By Kim Coghill
Washington Editor
CV Therapeutics Inc.'s stock dropped 35 percent Friday after the company said it would enroll an additional 186 patients in a 462-patient Phase III study called CARISA (Combination Assessment of Ranolazine in Stable Angina), following a blinded interim assessment.
Meanwhile, the Palo Alto, Calif.-based company late Thursday filed shelf registration statements with the Securities and Exchange Commission to sell up to $400 million in debt securities, preferred and common stock and warrants.
Regarding the shelf registration, Louis Lange, CV Therapeutics' president and CEO, said, "It is purely opportunistic. If we are going to be a bigger company with the amount of cash we've got, then we want to have the flexibility to use it in a lot of different ways. We'd rather have it up and running so we can be quicker and more flexible."
The company has about $300 million in cash, he said. But addressing the company's plunging stock, Lange said, "You never really know why stock drops, but it looks like the investors took a dim view of our press release on the interim analysis."
CV Therapeutics' stock (NASDAQ:CVTX) Friday closed at $39.625, down $21.25.
The CARISA interim assessment was performed in order to minimize the risk of a false negative study. The interim evaluated the statistical variance of the primary endpoint - treadmill times - but did not assess the efficacy of ranolazine compared to placebo. Based on the variability in treadmill times, the protocol-specified interim analysis dictated enrollment of additional patients. The company expects to complete enrollment of the additional patients by the second quarter.
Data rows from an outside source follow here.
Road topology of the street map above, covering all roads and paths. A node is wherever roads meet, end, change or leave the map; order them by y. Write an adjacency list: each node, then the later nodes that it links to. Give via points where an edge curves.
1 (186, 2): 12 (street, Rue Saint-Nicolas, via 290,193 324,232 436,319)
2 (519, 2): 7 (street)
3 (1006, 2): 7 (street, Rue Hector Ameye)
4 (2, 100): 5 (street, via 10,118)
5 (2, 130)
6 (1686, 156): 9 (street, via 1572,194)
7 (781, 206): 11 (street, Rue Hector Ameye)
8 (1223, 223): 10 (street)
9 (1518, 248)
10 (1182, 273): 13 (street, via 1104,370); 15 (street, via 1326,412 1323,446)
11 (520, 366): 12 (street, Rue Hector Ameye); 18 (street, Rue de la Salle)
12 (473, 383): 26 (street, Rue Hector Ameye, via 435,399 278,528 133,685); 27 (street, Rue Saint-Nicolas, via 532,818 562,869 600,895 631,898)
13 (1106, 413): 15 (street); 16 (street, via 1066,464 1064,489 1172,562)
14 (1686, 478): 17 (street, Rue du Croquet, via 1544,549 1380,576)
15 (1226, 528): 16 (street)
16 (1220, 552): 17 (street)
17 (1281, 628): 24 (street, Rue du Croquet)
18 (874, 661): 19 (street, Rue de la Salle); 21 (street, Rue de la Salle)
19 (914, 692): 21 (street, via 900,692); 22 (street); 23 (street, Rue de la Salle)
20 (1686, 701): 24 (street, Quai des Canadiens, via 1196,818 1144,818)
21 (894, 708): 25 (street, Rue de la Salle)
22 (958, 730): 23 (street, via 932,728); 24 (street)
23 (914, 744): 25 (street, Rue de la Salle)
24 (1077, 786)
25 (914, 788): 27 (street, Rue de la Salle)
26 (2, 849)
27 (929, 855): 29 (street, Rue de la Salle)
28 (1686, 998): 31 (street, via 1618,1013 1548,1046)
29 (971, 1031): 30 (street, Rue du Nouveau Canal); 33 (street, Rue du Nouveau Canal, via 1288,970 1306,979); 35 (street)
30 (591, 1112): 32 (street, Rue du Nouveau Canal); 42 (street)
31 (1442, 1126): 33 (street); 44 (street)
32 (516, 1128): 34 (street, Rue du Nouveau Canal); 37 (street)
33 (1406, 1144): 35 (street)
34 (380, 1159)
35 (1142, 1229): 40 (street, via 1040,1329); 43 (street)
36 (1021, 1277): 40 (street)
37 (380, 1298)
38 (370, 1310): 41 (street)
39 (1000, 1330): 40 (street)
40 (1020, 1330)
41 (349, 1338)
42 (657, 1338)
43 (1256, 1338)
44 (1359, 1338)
The CARISA trial is designed to examine the effectiveness of ranolazine in combination with other anti-anginal medications. Ranolazine is an investigational drug candidate in a new class of drugs known as pFOX (partial fatty acid oxidation) inhibitors.
"We originally planned to enroll 462 patients, and the study has been enrolling like a charm, and we actually would have hit our time line of finishing it by the end of the year in terms of enrollment," Lange said. "We picked 462 patients based on the standard deviation or how variable the measurement is of the endpoint - how long you can run on the treadmill. The bigger the standard deviation, the bigger the study is going to be."
Lange said testing was too optimistic and "with the money we've got, there's absolutely no reason not to add patients."
He said adding patients "is not bad news." However, "it didn't have a happy effect on trading, but in terms of the product, it actually increases the chance of a successful trial. This has to do with the statistics of the measurement, not whether the drug works."
In mid-November, CV Therapeutics released data on a subgroup analysis of a Phase III chronic angina trial for ranolazine, taken as monotherapy. It produced statistically significant (p<0.001) increases in exercise duration and time to angina pain compared to placebo in both younger and older patients with chronic angina. In a preclinical trial on ranolazine, results suggest it might increase the efficiency of the pumping action of the heart in dogs with experimentally produced congestive heart failure.
CV Therapeutics has another product, CVT-510, an A1 adenosine receptor agonist, in Phase II clinical trials for the treatment of atrial arrhythmias. CVT-3146, an A2A adenosine receptor agonist, is in Phase I clinical trials for the potential use as an adjunctive pharmacologic agent in cardiac perfusion imaging studies.